Going Viral: Case Studies on the Impact of Protestware

TL;DR

Protestware represents a novel form of political expression within open-source software that can disrupt software supply chains. The authors employ a mixed-methods approach, combining large-scale GitHub and social-media mining with manual coding to analyze Colors.js and es5-ext against Ua-parser. Key findings indicate protestware can match the disruption level of security vulnerabilities, yet is less likely to trigger widespread dependency abandonment, with diffusion often accelerated by social platforms and early mentions on Twitter.
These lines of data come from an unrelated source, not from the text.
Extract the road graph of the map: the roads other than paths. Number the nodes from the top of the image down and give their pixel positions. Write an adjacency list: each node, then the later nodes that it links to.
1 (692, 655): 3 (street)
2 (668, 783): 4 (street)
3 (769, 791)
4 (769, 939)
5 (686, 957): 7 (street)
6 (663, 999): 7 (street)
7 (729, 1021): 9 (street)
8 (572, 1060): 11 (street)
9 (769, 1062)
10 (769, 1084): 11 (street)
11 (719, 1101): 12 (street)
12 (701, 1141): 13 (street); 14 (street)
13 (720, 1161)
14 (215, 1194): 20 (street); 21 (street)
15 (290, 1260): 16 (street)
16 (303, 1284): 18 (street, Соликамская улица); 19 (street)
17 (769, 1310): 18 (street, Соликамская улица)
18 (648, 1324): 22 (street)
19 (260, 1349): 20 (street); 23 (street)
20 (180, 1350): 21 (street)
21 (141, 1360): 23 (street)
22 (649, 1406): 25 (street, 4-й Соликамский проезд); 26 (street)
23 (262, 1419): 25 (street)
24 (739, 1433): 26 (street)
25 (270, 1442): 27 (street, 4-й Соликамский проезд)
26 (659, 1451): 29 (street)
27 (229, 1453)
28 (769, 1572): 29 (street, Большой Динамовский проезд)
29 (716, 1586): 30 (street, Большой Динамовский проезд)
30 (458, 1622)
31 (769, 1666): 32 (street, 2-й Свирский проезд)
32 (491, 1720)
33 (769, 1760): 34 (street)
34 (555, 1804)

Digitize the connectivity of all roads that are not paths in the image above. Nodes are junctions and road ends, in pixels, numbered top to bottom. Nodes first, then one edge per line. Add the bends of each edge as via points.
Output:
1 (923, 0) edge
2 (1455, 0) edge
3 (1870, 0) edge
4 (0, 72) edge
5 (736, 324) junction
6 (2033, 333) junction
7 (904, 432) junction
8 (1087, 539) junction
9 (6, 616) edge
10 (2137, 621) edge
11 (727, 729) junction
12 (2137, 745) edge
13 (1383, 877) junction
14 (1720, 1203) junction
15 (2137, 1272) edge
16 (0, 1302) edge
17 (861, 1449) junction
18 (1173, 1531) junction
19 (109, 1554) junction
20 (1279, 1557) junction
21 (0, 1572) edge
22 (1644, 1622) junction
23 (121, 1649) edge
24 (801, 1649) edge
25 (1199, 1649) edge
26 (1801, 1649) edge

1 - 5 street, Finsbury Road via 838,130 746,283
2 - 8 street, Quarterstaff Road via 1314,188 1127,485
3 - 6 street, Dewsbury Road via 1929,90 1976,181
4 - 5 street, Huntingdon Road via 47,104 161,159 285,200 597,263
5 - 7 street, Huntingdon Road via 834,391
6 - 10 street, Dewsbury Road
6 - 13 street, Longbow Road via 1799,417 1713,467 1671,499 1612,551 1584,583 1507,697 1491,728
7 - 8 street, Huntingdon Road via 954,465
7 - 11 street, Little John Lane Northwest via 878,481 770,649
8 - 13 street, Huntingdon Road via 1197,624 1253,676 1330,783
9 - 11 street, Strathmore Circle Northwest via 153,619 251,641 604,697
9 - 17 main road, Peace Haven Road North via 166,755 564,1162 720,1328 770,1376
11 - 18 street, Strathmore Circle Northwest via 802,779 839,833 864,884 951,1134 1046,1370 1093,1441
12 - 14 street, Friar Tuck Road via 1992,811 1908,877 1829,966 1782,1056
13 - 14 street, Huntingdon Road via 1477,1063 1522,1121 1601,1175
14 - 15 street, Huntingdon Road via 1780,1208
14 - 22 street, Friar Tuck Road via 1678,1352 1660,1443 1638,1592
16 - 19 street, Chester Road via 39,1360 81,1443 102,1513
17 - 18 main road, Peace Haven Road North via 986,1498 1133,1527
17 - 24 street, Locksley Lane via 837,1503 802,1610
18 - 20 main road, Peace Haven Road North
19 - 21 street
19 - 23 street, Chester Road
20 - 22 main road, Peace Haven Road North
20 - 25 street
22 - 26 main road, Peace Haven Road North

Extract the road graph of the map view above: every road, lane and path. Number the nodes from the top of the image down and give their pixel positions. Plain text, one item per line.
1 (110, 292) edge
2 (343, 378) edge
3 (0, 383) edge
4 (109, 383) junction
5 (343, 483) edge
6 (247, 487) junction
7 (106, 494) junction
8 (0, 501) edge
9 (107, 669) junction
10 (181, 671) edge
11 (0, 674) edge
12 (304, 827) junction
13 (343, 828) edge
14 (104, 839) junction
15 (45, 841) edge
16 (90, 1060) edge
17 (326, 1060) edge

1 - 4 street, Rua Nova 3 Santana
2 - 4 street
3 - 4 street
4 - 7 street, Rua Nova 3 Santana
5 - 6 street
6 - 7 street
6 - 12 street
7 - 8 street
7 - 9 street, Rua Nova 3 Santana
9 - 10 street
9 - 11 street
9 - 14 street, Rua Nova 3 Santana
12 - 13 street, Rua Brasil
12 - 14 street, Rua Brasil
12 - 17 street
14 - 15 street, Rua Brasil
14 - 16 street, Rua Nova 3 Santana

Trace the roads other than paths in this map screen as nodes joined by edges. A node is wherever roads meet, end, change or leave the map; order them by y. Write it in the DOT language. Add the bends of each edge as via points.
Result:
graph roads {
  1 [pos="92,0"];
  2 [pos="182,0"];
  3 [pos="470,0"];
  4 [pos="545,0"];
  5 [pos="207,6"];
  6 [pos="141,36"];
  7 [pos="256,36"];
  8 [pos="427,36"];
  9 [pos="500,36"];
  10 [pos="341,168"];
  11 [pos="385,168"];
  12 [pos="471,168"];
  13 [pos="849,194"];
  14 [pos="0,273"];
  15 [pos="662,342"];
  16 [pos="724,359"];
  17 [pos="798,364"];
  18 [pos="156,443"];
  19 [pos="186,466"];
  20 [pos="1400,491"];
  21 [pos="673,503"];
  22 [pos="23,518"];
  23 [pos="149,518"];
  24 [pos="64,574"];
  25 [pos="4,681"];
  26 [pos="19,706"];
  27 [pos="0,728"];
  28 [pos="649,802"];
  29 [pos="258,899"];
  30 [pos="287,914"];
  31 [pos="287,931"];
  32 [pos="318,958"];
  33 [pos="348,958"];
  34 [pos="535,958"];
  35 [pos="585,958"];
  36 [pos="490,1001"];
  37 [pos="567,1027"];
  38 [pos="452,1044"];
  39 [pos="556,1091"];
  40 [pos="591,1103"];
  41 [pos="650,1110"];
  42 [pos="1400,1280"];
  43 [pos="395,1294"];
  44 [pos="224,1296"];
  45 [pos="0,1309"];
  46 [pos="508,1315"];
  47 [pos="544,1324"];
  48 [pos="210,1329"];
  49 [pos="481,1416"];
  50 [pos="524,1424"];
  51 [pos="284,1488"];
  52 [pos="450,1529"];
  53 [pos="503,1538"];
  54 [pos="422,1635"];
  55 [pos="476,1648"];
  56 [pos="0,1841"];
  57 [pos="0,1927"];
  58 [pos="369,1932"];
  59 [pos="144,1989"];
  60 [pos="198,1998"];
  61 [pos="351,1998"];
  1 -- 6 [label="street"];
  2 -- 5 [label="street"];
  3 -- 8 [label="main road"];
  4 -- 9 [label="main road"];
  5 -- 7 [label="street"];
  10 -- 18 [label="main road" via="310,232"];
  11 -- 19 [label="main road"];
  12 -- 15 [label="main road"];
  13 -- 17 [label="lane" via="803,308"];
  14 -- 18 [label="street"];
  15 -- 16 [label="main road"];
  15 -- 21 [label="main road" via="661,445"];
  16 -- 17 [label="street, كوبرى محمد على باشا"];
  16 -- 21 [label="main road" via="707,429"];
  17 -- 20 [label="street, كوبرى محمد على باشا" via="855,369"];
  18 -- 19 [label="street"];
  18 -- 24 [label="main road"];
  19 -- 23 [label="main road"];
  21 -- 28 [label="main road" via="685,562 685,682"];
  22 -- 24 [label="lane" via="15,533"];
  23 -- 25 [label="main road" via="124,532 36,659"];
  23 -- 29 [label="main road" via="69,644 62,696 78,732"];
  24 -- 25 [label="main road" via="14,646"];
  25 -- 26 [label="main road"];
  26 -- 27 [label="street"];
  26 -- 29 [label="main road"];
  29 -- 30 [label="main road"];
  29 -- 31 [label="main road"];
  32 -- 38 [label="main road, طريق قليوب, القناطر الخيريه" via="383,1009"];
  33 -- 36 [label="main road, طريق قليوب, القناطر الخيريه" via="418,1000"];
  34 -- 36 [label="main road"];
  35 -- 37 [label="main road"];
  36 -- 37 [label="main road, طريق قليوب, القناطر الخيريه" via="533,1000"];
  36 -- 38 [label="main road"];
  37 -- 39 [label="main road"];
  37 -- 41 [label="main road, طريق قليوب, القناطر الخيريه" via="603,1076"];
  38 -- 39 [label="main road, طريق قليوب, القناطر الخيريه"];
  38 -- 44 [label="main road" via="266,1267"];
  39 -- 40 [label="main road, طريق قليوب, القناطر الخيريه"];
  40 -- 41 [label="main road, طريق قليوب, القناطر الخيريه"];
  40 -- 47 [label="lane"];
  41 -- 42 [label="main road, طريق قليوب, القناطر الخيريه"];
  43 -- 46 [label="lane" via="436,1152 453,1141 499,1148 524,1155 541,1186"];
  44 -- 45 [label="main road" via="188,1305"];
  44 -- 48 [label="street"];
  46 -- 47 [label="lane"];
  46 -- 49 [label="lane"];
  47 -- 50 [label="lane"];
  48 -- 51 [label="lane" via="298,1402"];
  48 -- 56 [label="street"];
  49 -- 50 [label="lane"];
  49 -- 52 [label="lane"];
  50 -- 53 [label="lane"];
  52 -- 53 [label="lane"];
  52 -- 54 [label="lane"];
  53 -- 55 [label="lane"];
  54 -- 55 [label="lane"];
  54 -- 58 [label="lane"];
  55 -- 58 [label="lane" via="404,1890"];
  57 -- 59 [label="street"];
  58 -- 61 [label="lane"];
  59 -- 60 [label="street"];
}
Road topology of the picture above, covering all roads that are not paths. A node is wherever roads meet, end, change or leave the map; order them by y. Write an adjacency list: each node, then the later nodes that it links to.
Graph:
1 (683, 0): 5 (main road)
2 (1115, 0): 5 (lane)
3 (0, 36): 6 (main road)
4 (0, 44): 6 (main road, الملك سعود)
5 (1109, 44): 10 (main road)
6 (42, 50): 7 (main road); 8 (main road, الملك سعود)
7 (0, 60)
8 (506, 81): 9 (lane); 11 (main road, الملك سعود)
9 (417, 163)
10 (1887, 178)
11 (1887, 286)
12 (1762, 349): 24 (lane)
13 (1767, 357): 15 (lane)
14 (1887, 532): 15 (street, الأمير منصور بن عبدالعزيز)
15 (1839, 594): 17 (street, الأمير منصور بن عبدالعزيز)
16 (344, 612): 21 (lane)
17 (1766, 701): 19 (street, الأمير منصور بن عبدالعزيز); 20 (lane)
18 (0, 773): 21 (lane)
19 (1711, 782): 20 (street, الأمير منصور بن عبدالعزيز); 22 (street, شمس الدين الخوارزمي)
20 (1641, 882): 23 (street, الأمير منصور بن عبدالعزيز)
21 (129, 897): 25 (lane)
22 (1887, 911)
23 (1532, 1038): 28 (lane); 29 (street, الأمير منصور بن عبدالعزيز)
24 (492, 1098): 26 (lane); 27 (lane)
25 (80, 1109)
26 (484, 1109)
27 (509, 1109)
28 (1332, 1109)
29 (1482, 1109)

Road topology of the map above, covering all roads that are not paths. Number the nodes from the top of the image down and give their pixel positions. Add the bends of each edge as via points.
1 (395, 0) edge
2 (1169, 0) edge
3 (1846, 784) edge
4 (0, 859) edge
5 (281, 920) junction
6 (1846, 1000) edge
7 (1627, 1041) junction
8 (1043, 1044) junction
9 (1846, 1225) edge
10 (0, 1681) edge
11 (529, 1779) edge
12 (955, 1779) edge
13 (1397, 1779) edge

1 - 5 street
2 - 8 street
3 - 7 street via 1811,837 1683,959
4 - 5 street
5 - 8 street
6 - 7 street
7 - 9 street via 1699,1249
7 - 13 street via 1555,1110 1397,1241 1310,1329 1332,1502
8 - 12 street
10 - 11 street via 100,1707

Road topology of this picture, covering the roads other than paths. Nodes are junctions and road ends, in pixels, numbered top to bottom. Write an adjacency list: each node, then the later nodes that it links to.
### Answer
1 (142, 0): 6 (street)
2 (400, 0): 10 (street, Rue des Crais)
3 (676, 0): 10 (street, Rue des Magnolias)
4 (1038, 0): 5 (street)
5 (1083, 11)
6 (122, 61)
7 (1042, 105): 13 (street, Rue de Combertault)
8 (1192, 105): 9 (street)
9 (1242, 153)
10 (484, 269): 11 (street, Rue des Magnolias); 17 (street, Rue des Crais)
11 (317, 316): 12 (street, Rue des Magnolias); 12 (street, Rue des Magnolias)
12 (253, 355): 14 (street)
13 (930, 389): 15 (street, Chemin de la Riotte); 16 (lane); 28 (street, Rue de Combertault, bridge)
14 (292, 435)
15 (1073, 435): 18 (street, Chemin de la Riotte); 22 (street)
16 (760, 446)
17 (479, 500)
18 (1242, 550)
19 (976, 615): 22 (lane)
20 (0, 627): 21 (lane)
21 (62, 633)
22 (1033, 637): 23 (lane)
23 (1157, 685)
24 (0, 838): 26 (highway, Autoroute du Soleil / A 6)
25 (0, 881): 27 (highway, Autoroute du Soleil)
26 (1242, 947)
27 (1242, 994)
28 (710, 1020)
The work provides nuanced insights into the narratives around protestware, identifying four opinion themes, and proposes governance-oriented directions to foster constructive dialogue and reduce toxicity in OSS communities.

Abstract

Maintainers are now self-sabotaging their work in order to take political or economic stances, a practice referred to as "protestware". In this poster, we present our approach to understand how the discourse about such an attack went viral, how it is received by the community, and whether developers respond to the attack in a timely manner. We study two notable protestware cases, i.e., Colors.js and es5-ext, comparing with discussions of a typical security vulnerability as a baseline, i.e., Ua-parser, and perform a thematic analysis of more than two thousand protest-related posts to extract the different narratives when discussing protestware.